Dreams and nightmares, yes: because if there was one thing about these kinds of movies—movies made for queer people before the prestige TV breaking point of Queer as Folk and The L Word—it was that you had to pay for your representation in tears. Before any of us could put words to the trope now known as “bury your gays,” we simply braced ourselves for a sad outcome. Because in this era, if it was queer, it was probably tragic.

But we took what we could get, and in 2000, we got Nia Long, Vanessa Redgrave, Chloë Sevigny, Michelle Williams, Ellen Degeneres, and Sharon Stone all in one extremely sapphic movie. If These Walls Could Talk 2 took the Cher-starring, female-centered abortion anthology of the original and gay-ified it effortlessly.

Just the year before, Chloë Sevigny had played Brandon Teena’s girlfriend in the contentious trans drama Boys Don’t Cry.
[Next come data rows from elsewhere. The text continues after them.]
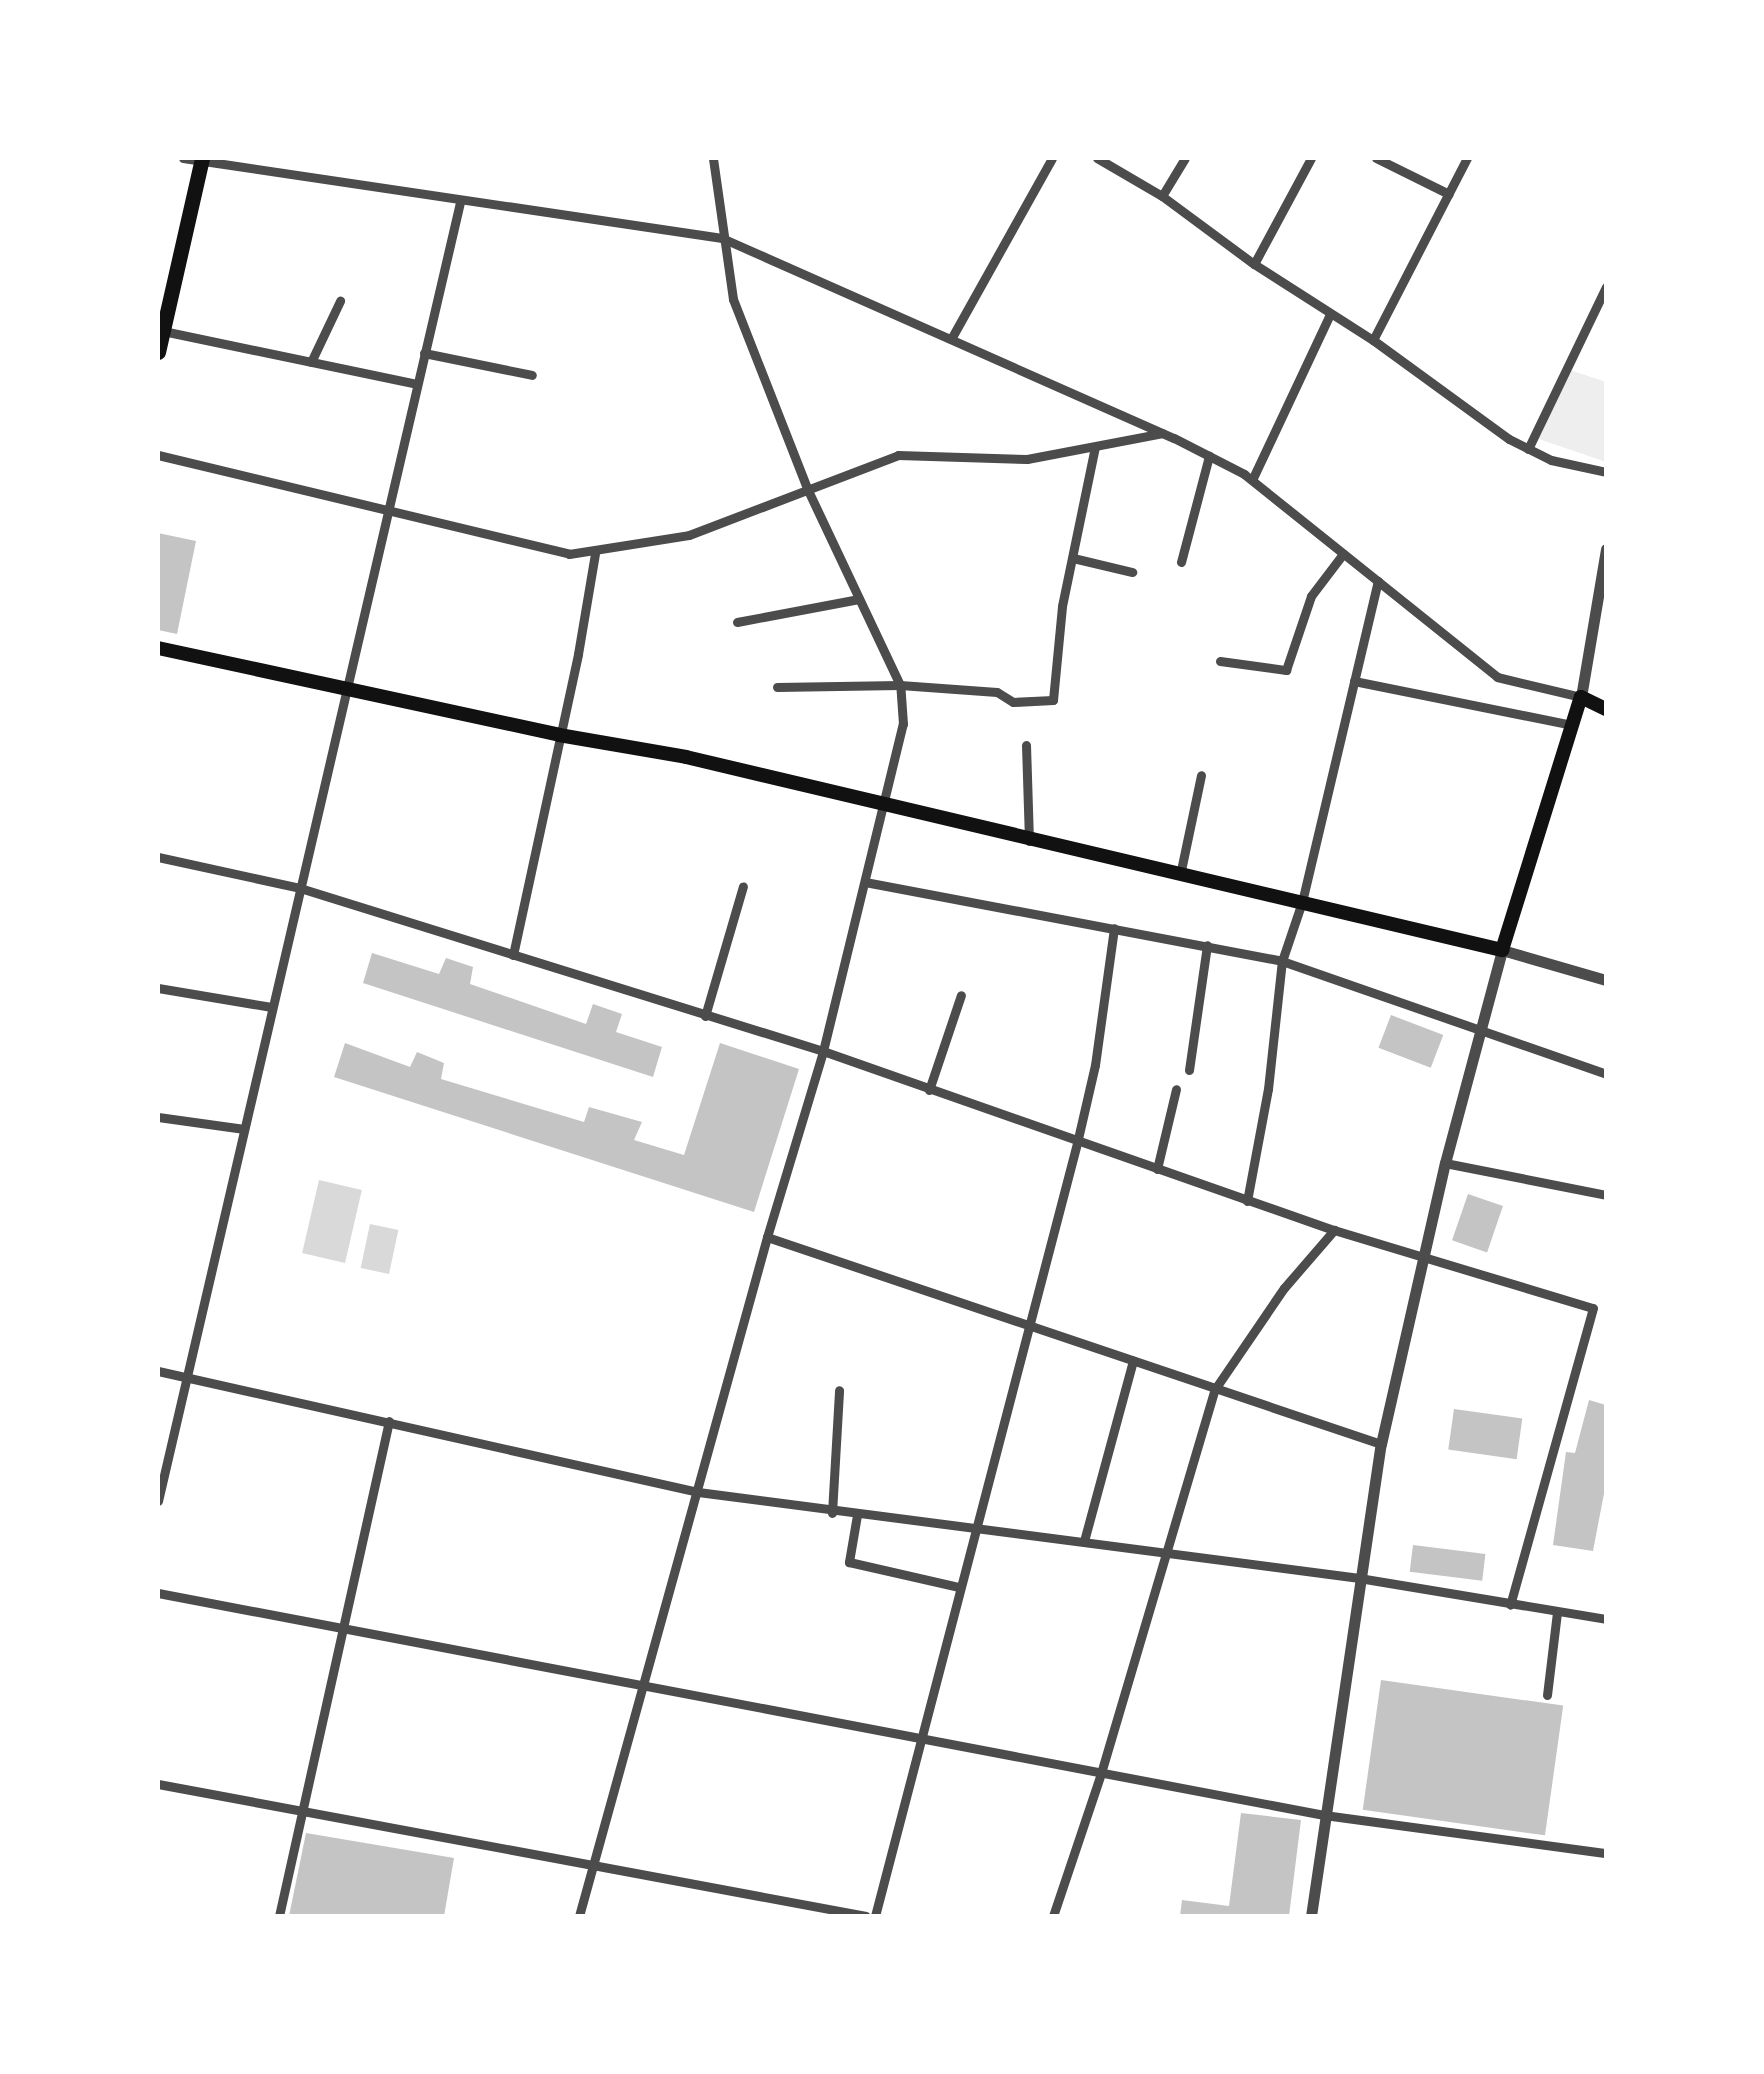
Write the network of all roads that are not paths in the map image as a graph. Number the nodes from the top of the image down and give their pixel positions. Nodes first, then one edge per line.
1 (184, 158) edge
2 (714, 158) edge
3 (1052, 158) edge
4 (1096, 158) edge
5 (1185, 158) edge
6 (1311, 158) edge
7 (1376, 158) edge
8 (1467, 158) edge
9 (201, 159) edge
10 (1448, 194) junction
11 (1162, 196) junction
12 (460, 202) junction
13 (722, 238) junction
14 (1254, 264) junction
15 (1606, 287) edge
16 (164, 298) edge
17 (340, 301) dead end
18 (1330, 314) junction
19 (163, 331) junction
20 (951, 339) junction
21 (1373, 340) junction
22 (158, 352) edge
23 (424, 353) junction
24 (310, 362) junction
25 (532, 376) dead end
26 (417, 384) junction
27 (1163, 433) junction
28 (1095, 447) junction
29 (1528, 449) junction
30 (158, 455) edge
31 (1208, 456) junction
32 (1606, 472) edge
33 (1252, 480) junction
34 (807, 488) junction
35 (390, 510) junction
36 (1606, 549) edge
37 (595, 553) junction
38 (1343, 554) junction
39 (1074, 558) junction
40 (1181, 562) dead end
41 (1132, 572) dead end
42 (1378, 581) junction
43 (859, 599) junction
44 (737, 622) dead end
45 (158, 648) edge
46 (1220, 661) dead end
47 (1354, 681) junction
48 (900, 685) junction
49 (776, 687) dead end
50 (349, 690) junction
51 (1581, 696) junction
52 (1606, 709) edge
53 (1572, 725) junction
54 (560, 736) junction
55 (1026, 744) dead end
56 (1201, 774) dead end
57 (884, 806) junction
58 (1029, 841) junction
59 (158, 857) edge
60 (1180, 876) junction
61 (865, 882) junction
62 (743, 886) dead end
63 (300, 888) junction
64 (1302, 902) junction
65 (1114, 928) junction
66 (1206, 945) junction
67 (1502, 950) junction
68 (513, 955) junction
69 (1282, 961) junction
70 (1606, 980) edge
71 (158, 988) edge
72 (961, 995) dead end
73 (271, 1007) junction
74 (705, 1016) junction
75 (1479, 1032) junction
76 (822, 1051) junction
77 (1189, 1070) dead end
78 (1606, 1074) edge
79 (1176, 1089) dead end
80 (930, 1090) junction
81 (158, 1117) edge
82 (244, 1129) junction
83 (1076, 1143) junction
84 (1445, 1164) junction
85 (1156, 1168) junction
86 (1606, 1195) edge
87 (1247, 1200) junction
88 (1334, 1230) junction
89 (766, 1237) junction
90 (1424, 1259) junction
91 (1592, 1308) junction
92 (1606, 1311) edge
93 (1026, 1325) junction
94 (1133, 1361) junction
95 (158, 1371) edge
96 (188, 1377) junction
97 (1215, 1389) junction
98 (839, 1390) dead end
99 (389, 1421) junction
100 (1381, 1444) junction
101 (698, 1492) junction
102 (158, 1500) edge
103 (832, 1512) junction
104 (857, 1515) junction
105 (974, 1529) junction
106 (1084, 1542) junction
107 (1166, 1551) junction
108 (1359, 1578) junction
109 (959, 1587) junction
110 (158, 1593) edge
111 (1510, 1605) junction
112 (1557, 1612) junction
113 (1606, 1619) edge
114 (346, 1629) junction
115 (646, 1686) junction
116 (1547, 1695) dead end
117 (920, 1740) junction
118 (1100, 1773) junction
119 (158, 1784) edge
120 (300, 1811) junction
121 (1324, 1814) junction
122 (1606, 1852) edge
123 (595, 1865) junction
124 (279, 1916) edge
125 (580, 1916) edge
126 (866, 1916) edge
127 (875, 1916) edge
128 (1052, 1916) edge
129 (1312, 1916) edge

1 - 9 street
2 - 13 street
3 - 20 street
4 - 11 street
5 - 11 street
6 - 14 street
7 - 10 street
8 - 10 street
9 - 12 street
9 - 16 main road
10 - 21 street
11 - 14 street
12 - 13 street
12 - 23 street
13 - 20 street
13 - 34 street
14 - 18 street
15 - 29 street
16 - 19 main road
17 - 24 street
18 - 21 street
18 - 33 street
19 - 22 main road
19 - 24 street
20 - 27 street
21 - 29 street
23 - 25 street
23 - 26 street
24 - 26 street
26 - 35 street
27 - 28 street
27 - 31 street
28 - 34 street
28 - 39 street
29 - 32 street
30 - 35 street
31 - 33 street
31 - 40 street
33 - 38 street
34 - 37 street
34 - 43 street
35 - 37 street
35 - 50 street
36 - 51 street
37 - 54 street
38 - 42 street
38 - 46 street
39 - 41 street
39 - 48 street
42 - 47 street
42 - 51 street
43 - 44 street
43 - 48 street
45 - 50 main road
47 - 53 street
47 - 64 street
48 - 49 street
48 - 57 street
50 - 54 main road
50 - 63 street
51 - 52 main road
51 - 53 main road
53 - 67 main road
54 - 57 main road
54 - 68 street
55 - 58 street
56 - 60 street
57 - 58 main road
57 - 61 street
58 - 60 main road
59 - 63 street
60 - 64 main road
61 - 65 street
61 - 76 street
62 - 74 street
63 - 68 street
63 - 73 street
64 - 67 main road
64 - 69 street
65 - 66 street
65 - 83 street
66 - 69 street
66 - 77 street
67 - 70 street
67 - 75 street
68 - 74 street
69 - 75 street
69 - 87 street
71 - 73 street
72 - 80 street
73 - 82 street
74 - 76 street
75 - 78 street
75 - 84 street
76 - 80 street
76 - 89 street
79 - 85 street
80 - 83 street
81 - 82 street
82 - 96 street
83 - 85 street
83 - 93 street
84 - 86 street
84 - 90 street
85 - 87 street
87 - 88 street
88 - 90 street
88 - 97 street
89 - 93 street
89 - 101 street
90 - 91 street
90 - 100 street
91 - 92 street
91 - 111 street
93 - 94 street
93 - 105 street
94 - 97 street
94 - 106 street
95 - 96 street
96 - 99 street
96 - 102 street
97 - 100 street
97 - 107 street
98 - 103 street
99 - 101 street
99 - 114 street
100 - 108 street
101 - 103 street
101 - 115 street
103 - 104 street
104 - 105 street
104 - 109 street
105 - 106 street
105 - 109 street
106 - 107 street
107 - 108 street
107 - 118 street
108 - 111 street
108 - 121 street
109 - 117 street
110 - 114 street
111 - 112 street
112 - 113 street
112 - 116 street
114 - 115 street
114 - 120 street
115 - 117 street
115 - 123 street
117 - 118 street
117 - 127 street
118 - 121 street
118 - 128 street
119 - 120 street
120 - 123 street
120 - 124 street
121 - 122 street
121 - 129 street
123 - 125 street
123 - 126 street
In that film, so much of her character’s screentime was devoted to her protesting that she wasn’t queer, despite dating a trans man. Now, a year later, she was showing up onscreen in a binder and white tank, being made fun of by femme lesbians for her throwback style.

But Michelle Williams, playing a shy femme, doesn’t care. “You accept who you are,” she says, “and I love that about you.” It’s a far cry from the more tragic installments in the anthology film, one which deals with the expense and stigma a lesbian couple experiences while trying to get pregnant, and another in which two lovers are suddenly torn apart.

This segment was decidedly different than the others: instead of focusing on what the world thought of queer people, it looked at how queer people see themselves. That’s something we don’t even have a lot of in 2024, never mind in 2000. And while most sapphic viewers had to seek out independent features—like The Watermelon Woman and Go Fish—to see happy queer lives and relationships represented, If These Walls Could Talk 2 was nothing to sneeze at.